Saturday, July 27, 2013

A Tax on Dogs

by Grace Elliot

In 1796 a seemingly innocuous piece of tax legislation caused uproar in England. The new law provoked a debate about the very nature of the human spirit and whether owning a dog was a right or a luxury.
Was it a right or a luxury to own a dog?
At the end of the 18th century the English government was desperate for money to finance the on-going war with France. One way of raising the necessary cash was taxation. Tax was raised on everything from soap, to tea, tobacco, windows and lace – and indeed it didn’t stop there. Servants were a taxable asset under the auspices of the Male Servants’ Tax bill 1777- 1852 and the Female Servant’s Tax bill  1795 – 1852, but fortunately (or unfortunately?) wives and children were not taxable assets!. There was a Horse Tax (for owners of carriages and saddle horses), a Farm Horse Tax (for horses and mules used in trade) – but none of these taxes created quite the same stir as the imposition of the Dog Tax in 1796.

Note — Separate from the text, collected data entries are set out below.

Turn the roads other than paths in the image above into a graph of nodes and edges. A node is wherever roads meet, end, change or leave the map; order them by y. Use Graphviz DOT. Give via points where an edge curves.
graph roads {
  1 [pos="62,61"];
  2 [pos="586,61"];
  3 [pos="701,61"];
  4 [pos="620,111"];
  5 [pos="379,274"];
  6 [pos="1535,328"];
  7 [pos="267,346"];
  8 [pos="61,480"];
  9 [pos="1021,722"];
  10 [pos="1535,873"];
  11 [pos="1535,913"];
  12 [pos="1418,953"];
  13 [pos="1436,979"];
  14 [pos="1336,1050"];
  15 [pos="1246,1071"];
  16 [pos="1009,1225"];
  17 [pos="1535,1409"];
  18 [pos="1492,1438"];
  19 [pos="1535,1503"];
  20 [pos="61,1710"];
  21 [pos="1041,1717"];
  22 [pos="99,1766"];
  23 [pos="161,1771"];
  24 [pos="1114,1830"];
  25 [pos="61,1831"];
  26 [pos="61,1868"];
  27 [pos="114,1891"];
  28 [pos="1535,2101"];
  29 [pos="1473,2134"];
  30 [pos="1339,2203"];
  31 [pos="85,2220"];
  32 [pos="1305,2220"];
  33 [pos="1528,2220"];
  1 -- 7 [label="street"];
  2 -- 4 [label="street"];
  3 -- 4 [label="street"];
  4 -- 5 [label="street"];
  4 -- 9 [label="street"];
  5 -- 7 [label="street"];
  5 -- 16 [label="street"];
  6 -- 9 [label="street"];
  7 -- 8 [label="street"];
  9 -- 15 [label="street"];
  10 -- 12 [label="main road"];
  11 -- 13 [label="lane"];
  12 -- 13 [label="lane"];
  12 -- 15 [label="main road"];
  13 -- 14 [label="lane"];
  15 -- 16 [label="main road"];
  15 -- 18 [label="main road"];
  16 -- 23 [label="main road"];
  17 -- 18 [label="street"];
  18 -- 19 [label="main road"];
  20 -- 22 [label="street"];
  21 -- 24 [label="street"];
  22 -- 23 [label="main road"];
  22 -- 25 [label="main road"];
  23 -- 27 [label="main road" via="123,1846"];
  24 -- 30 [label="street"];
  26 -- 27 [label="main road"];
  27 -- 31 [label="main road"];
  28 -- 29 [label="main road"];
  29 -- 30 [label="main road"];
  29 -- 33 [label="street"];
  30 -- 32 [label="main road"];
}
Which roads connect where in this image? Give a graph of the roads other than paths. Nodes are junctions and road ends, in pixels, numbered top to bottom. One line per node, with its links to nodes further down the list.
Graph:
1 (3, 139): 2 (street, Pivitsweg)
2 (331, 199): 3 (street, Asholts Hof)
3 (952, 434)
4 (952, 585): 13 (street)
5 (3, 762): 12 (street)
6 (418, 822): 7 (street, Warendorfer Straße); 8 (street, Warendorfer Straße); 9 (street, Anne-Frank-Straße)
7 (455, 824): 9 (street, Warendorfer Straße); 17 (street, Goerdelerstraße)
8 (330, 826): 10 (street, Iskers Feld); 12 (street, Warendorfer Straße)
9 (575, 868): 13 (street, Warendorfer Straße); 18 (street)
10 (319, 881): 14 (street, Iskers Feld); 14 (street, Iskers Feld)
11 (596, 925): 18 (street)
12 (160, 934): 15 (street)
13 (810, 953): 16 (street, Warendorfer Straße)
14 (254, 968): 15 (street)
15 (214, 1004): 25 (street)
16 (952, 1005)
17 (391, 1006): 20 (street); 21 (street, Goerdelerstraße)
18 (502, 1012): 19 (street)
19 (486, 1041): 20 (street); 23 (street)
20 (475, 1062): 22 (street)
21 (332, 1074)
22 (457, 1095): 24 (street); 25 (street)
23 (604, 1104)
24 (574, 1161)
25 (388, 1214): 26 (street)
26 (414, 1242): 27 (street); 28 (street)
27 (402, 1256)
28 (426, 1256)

The crux of the disquiet lay in the very English relationship between man and dog. It raised a serious debate about whether having a dog was a luxury or a natural part of being human. The tax tapped into questions about the emotional bond between the two. By putting a tax on dogs it implied a shift in relationship from one of nurturing and caring, to servility and subordination – and dog owners were enraged. To many this was tantamount to taxing spouses and children, and people weren’t happy. This wasn’t about the financial aspect of the tax, but the moral implication and feelings ran high.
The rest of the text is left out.